Give all the lines below again, exactly, with no pictures.
· · · ·
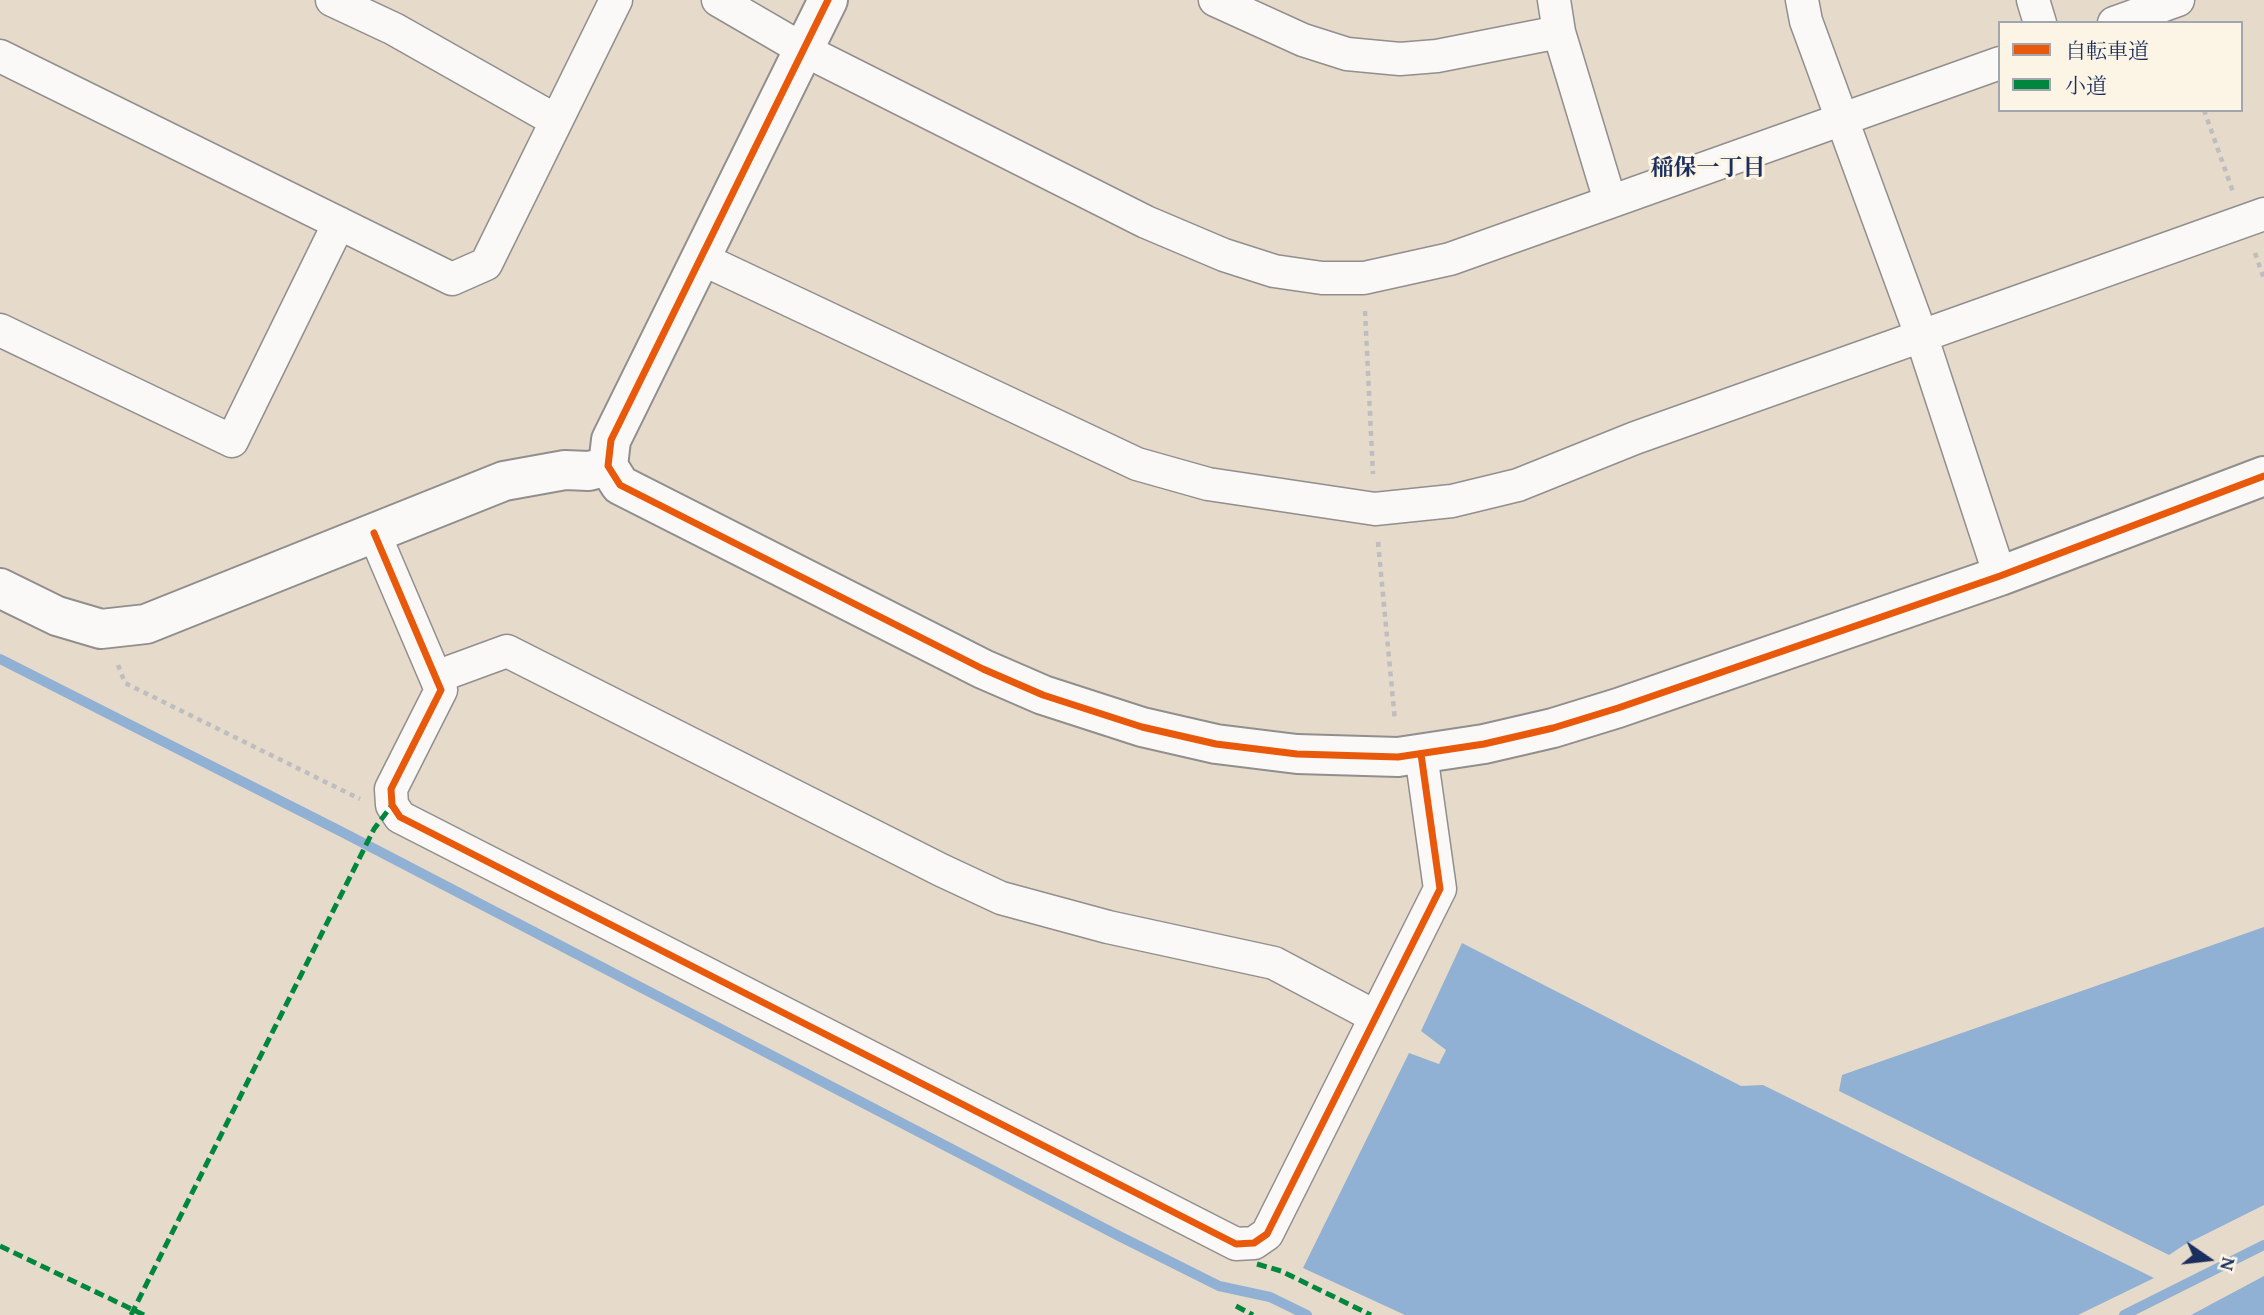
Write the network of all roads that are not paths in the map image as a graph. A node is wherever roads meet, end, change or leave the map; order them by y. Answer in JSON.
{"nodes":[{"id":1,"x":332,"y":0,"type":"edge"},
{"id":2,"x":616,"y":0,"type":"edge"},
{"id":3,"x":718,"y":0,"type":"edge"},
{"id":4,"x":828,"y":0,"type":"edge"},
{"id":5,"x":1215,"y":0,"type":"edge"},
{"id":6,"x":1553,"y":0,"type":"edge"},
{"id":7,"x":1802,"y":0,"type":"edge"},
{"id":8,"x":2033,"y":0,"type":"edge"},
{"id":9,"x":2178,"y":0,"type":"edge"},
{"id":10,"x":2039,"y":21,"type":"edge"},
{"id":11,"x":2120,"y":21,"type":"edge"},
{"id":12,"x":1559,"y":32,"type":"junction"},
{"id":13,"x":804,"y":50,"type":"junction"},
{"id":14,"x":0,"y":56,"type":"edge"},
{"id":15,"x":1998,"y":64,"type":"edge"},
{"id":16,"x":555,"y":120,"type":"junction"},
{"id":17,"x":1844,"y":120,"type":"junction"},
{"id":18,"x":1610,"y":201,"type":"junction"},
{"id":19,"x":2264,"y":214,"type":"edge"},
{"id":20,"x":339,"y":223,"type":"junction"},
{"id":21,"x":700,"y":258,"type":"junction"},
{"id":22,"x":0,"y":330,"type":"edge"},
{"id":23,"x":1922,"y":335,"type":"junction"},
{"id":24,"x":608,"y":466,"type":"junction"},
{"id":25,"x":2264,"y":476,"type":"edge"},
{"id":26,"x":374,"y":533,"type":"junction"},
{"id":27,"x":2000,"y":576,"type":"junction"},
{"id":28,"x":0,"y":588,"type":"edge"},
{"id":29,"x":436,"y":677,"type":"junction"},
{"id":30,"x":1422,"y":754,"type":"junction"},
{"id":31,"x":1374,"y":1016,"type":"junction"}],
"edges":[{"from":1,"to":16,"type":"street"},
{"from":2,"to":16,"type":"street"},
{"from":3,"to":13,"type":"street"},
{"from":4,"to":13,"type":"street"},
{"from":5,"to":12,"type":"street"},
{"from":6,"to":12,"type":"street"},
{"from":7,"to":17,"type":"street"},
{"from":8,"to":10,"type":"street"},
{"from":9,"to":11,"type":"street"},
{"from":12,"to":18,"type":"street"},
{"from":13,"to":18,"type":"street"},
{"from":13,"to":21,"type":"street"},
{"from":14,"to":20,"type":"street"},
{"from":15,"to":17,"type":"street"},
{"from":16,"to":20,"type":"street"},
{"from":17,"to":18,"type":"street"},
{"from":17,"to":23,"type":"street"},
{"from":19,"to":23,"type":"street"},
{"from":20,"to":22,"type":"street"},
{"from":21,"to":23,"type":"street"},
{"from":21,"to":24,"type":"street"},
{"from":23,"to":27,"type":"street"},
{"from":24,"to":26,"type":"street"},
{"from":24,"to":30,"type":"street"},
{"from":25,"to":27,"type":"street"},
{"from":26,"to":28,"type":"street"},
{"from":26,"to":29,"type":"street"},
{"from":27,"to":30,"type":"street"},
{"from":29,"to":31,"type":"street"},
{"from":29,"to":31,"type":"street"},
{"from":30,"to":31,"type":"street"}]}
· · · ·
## Task result
Write the network of all roads that are not paths in the map image as a graph. A node is wherever roads meet, end, change or leave the map; order them by y. Answer in JSON.
{"nodes":[{"id":1,"x":332,"y":0,"type":"edge"},
{"id":2,"x":616,"y":0,"type":"edge"},
{"id":3,"x":718,"y":0,"type":"edge"},
{"id":4,"x":828,"y":0,"type":"edge"},
{"id":5,"x":1215,"y":0,"type":"edge"},
{"id":6,"x":1553,"y":0,"type":"edge"},
{"id":7,"x":1802,"y":0,"type":"edge"},
{"id":8,"x":2033,"y":0,"type":"edge"},
{"id":9,"x":2178,"y":0,"type":"edge"},
{"id":10,"x":2039,"y":21,"type":"edge"},
{"id":11,"x":2120,"y":21,"type":"edge"},
{"id":12,"x":1559,"y":32,"type":"junction"},
{"id":13,"x":804,"y":50,"type":"junction"},
{"id":14,"x":0,"y":56,"type":"edge"},
{"id":15,"x":1998,"y":64,"type":"edge"},
{"id":16,"x":555,"y":120,"type":"junction"},
{"id":17,"x":1844,"y":120,"type":"junction"},
{"id":18,"x":1610,"y":201,"type":"junction"},
{"id":19,"x":2264,"y":214,"type":"edge"},
{"id":20,"x":339,"y":223,"type":"junction"},
{"id":21,"x":700,"y":258,"type":"junction"},
{"id":22,"x":0,"y":330,"type":"edge"},
{"id":23,"x":1922,"y":335,"type":"junction"},
{"id":24,"x":608,"y":466,"type":"junction"},
{"id":25,"x":2264,"y":476,"type":"edge"},
{"id":26,"x":374,"y":533,"type":"junction"},
{"id":27,"x":2000,"y":576,"type":"junction"},
{"id":28,"x":0,"y":588,"type":"edge"},
{"id":29,"x":436,"y":677,"type":"junction"},
{"id":30,"x":1422,"y":754,"type":"junction"},
{"id":31,"x":1374,"y":1016,"type":"junction"}],
"edges":[{"from":1,"to":16,"type":"street"},
{"from":2,"to":16,"type":"street"},
{"from":3,"to":13,"type":"street"},
{"from":4,"to":13,"type":"street"},
{"from":5,"to":12,"type":"street"},
{"from":6,"to":12,"type":"street"},
{"from":7,"to":17,"type":"street"},
{"from":8,"to":10,"type":"street"},
{"from":9,"to":11,"type":"street"},
{"from":12,"to":18,"type":"street"},
{"from":13,"to":18,"type":"street"},
{"from":13,"to":21,"type":"street"},
{"from":14,"to":20,"type":"street"},
{"from":15,"to":17,"type":"street"},
{"from":16,"to":20,"type":"street"},
{"from":17,"to":18,"type":"street"},
{"from":17,"to":23,"type":"street"},
{"from":19,"to":23,"type":"street"},
{"from":20,"to":22,"type":"street"},
{"from":21,"to":23,"type":"street"},
{"from":21,"to":24,"type":"street"},
{"from":23,"to":27,"type":"street"},
{"from":24,"to":26,"type":"street"},
{"from":24,"to":30,"type":"street"},
{"from":25,"to":27,"type":"street"},
{"from":26,"to":28,"type":"street"},
{"from":26,"to":29,"type":"street"},
{"from":27,"to":30,"type":"street"},
{"from":29,"to":31,"type":"street"},
{"from":29,"to":31,"type":"street"},
{"from":30,"to":31,"type":"street"}]}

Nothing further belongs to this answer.